▶ **Instructions to follow**
Search the entries for the word "nodes" and report each line that has it.

▶ **Data section**
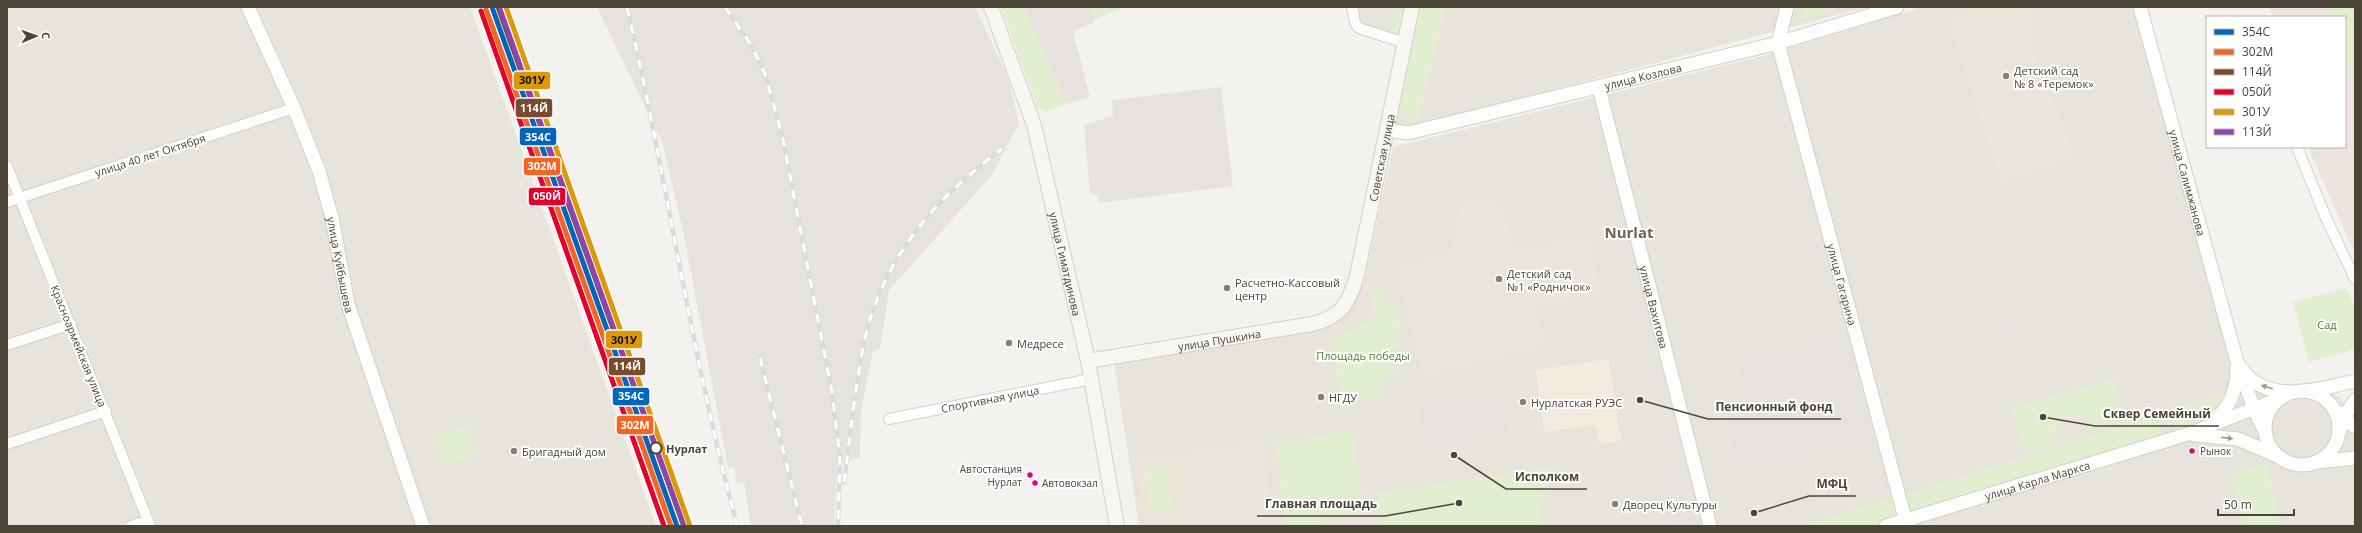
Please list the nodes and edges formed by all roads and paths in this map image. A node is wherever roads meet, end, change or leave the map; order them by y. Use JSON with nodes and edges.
{"nodes":[{"id":1,"x":248,"y":7,"type":"edge"},
{"id":2,"x":991,"y":7,"type":"edge"},
{"id":3,"x":1352,"y":7,"type":"edge"},
{"id":4,"x":1412,"y":7,"type":"edge"},
{"id":5,"x":1787,"y":7,"type":"edge"},
{"id":6,"x":1897,"y":7,"type":"edge"},
{"id":7,"x":2140,"y":7,"type":"edge"},
{"id":8,"x":1778,"y":42,"type":"junction"},
{"id":9,"x":1405,"y":43,"type":"junction"},
{"id":10,"x":1599,"y":88,"type":"junction"},
{"id":11,"x":294,"y":108,"type":"junction"},
{"id":12,"x":1387,"y":130,"type":"junction"},
{"id":13,"x":2297,"y":148,"type":"edge"},
{"id":14,"x":7,"y":166,"type":"edge"},
{"id":15,"x":20,"y":198,"type":"junction"},
{"id":16,"x":7,"y":202,"type":"edge"},
{"id":17,"x":2355,"y":279,"type":"edge"},
{"id":18,"x":1344,"y":306,"type":"joint"},
{"id":19,"x":71,"y":324,"type":"junction"},
{"id":20,"x":7,"y":345,"type":"edge"},
{"id":21,"x":2236,"y":358,"type":"junction"},
{"id":22,"x":1088,"y":361,"type":"junction"},
{"id":23,"x":1092,"y":379,"type":"junction"},
{"id":24,"x":2355,"y":381,"type":"edge"},
{"id":25,"x":2306,"y":392,"type":"junction"},
{"id":26,"x":2281,"y":398,"type":"junction"},
{"id":27,"x":2355,"y":400,"type":"edge"},
{"id":28,"x":2331,"y":406,"type":"junction"},
{"id":29,"x":2254,"y":409,"type":"junction"},
{"id":30,"x":106,"y":411,"type":"junction"},
{"id":31,"x":2344,"y":417,"type":"junction"},
{"id":32,"x":890,"y":419,"type":"dead end"},
{"id":33,"x":2355,"y":427,"type":"edge"},
{"id":34,"x":2203,"y":429,"type":"junction"},
{"id":35,"x":2188,"y":434,"type":"junction"},
{"id":36,"x":2266,"y":434,"type":"junction"},
{"id":37,"x":2336,"y":442,"type":"junction"},
{"id":38,"x":7,"y":444,"type":"edge"},
{"id":39,"x":2279,"y":457,"type":"junction"},
{"id":40,"x":2355,"y":458,"type":"edge"},
{"id":41,"x":2314,"y":463,"type":"junction"},
{"id":42,"x":149,"y":523,"type":"edge"},
{"id":43,"x":1906,"y":523,"type":"edge"},
{"id":44,"x":131,"y":526,"type":"edge"},
{"id":45,"x":423,"y":526,"type":"edge"},
{"id":46,"x":1117,"y":526,"type":"edge"},
{"id":47,"x":1710,"y":526,"type":"edge"},
{"id":48,"x":1886,"y":526,"type":"edge"}],
"edges":[{"from":1,"to":11,"type":"street","name":"улица Куйбышева"},
{"from":2,"to":22,"type":"main road","name":"улица Гиматдинова"},
{"from":3,"to":9,"type":"street"},
{"from":4,"to":9,"type":"main road","name":"Советская улица"},
{"from":5,"to":8,"type":"street"},
{"from":6,"to":8,"type":"street","name":"улица Козлова"},
{"from":7,"to":21,"type":"street","name":"улица Салимжанова"},
{"from":8,"to":10,"type":"street","name":"улица Козлова"},
{"from":8,"to":43,"type":"street","name":"улица Гагарина"},
{"from":9,"to":12,"type":"main road","name":"Советская улица"},
{"from":10,"to":12,"type":"street","name":"улица Козлова"},
{"from":10,"to":47,"type":"street","name":"улица Вахитова"},
{"from":11,"to":15,"type":"street","name":"улица 40 лет Октября"},
{"from":11,"to":45,"type":"street","name":"улица Куйбышева"},
{"from":12,"to":18,"type":"main road","name":"Советская улица"},
{"from":13,"to":17,"type":"street"},
{"from":14,"to":15,"type":"street","name":"Красноармейская улица"},
{"from":15,"to":16,"type":"street","name":"улица 40 лет Октября"},
{"from":15,"to":19,"type":"street","name":"Красноармейская улица"},
{"from":18,"to":22,"type":"main road","name":"улица Пушкина"},
{"from":19,"to":20,"type":"street"},
{"from":19,"to":30,"type":"street","name":"Красноармейская улица"},
{"from":25,"to":21,"type":"street","one_way":true},
{"from":21,"to":29,"type":"street"},
{"from":21,"to":34,"type":"street"},
{"from":22,"to":23,"type":"main road","name":"улица Гиматдинова"},
{"from":23,"to":32,"type":"street","name":"Спортивная улица"},
{"from":23,"to":46,"type":"main road","name":"улица Гиматдинова"},
{"from":24,"to":25,"type":"street"},
{"from":25,"to":26,"type":"street"},
{"from":25,"to":28,"type":"street"},
{"from":26,"to":29,"type":"street","name":"улица Карла Маркса"},
{"from":26,"to":36,"type":"street"},
{"from":27,"to":31,"type":"street"},
{"from":28,"to":31,"type":"street"},
{"from":28,"to":37,"type":"street"},
{"from":29,"to":34,"type":"street","name":"улица Карла Маркса"},
{"from":29,"to":36,"type":"street"},
{"from":30,"to":38,"type":"street"},
{"from":30,"to":42,"type":"street","name":"Красноармейская улица"},
{"from":31,"to":33,"type":"street"},
{"from":31,"to":37,"type":"street"},
{"from":34,"to":35,"type":"street","name":"улица Карла Маркса"},
{"from":35,"to":39,"type":"street","name":"улица Карла Маркса","one_way":true},
{"from":35,"to":43,"type":"street","name":"улица Карла Маркса"},
{"from":36,"to":39,"type":"street"},
{"from":37,"to":41,"type":"street"},
{"from":39,"to":41,"type":"street"},
{"from":40,"to":41,"type":"street"},
{"from":42,"to":44,"type":"street"},
{"from":43,"to":48,"type":"street","name":"улица Карла Маркса"}]}
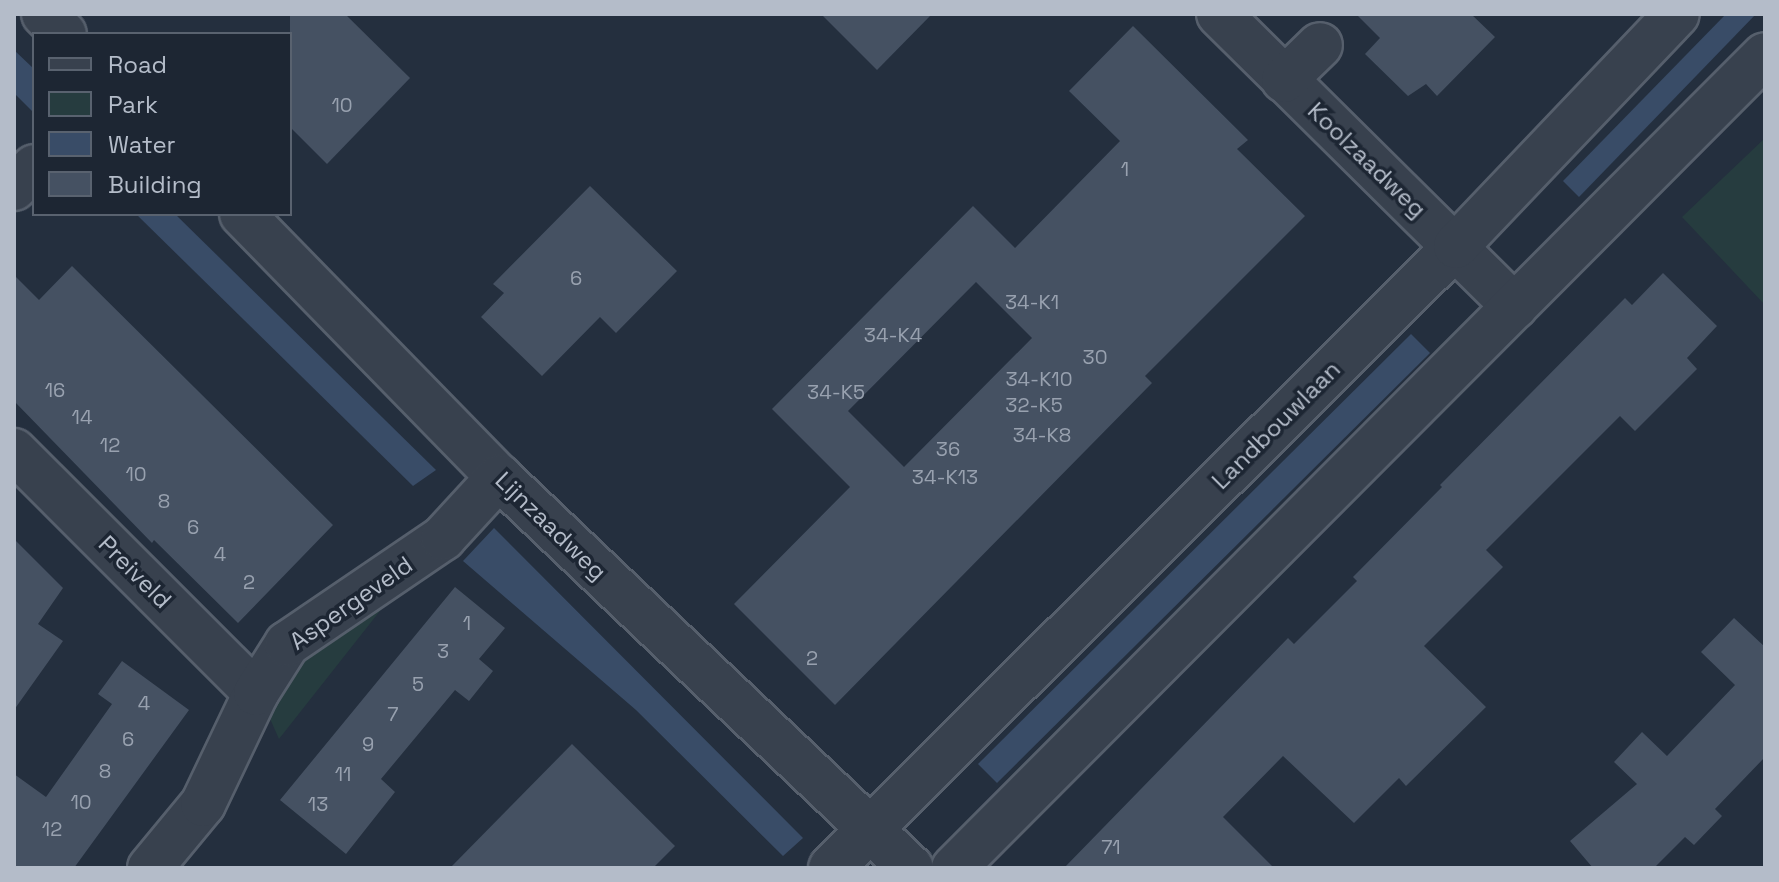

▶ **Response below**
Please list the nodes and edges formed by all roads and paths in this map image. A node is wherever roads meet, end, change or leave the map; order them by y. Use JSON with nodes and edges.
{"nodes":[{"id":1,"x":248,"y":7,"type":"edge"},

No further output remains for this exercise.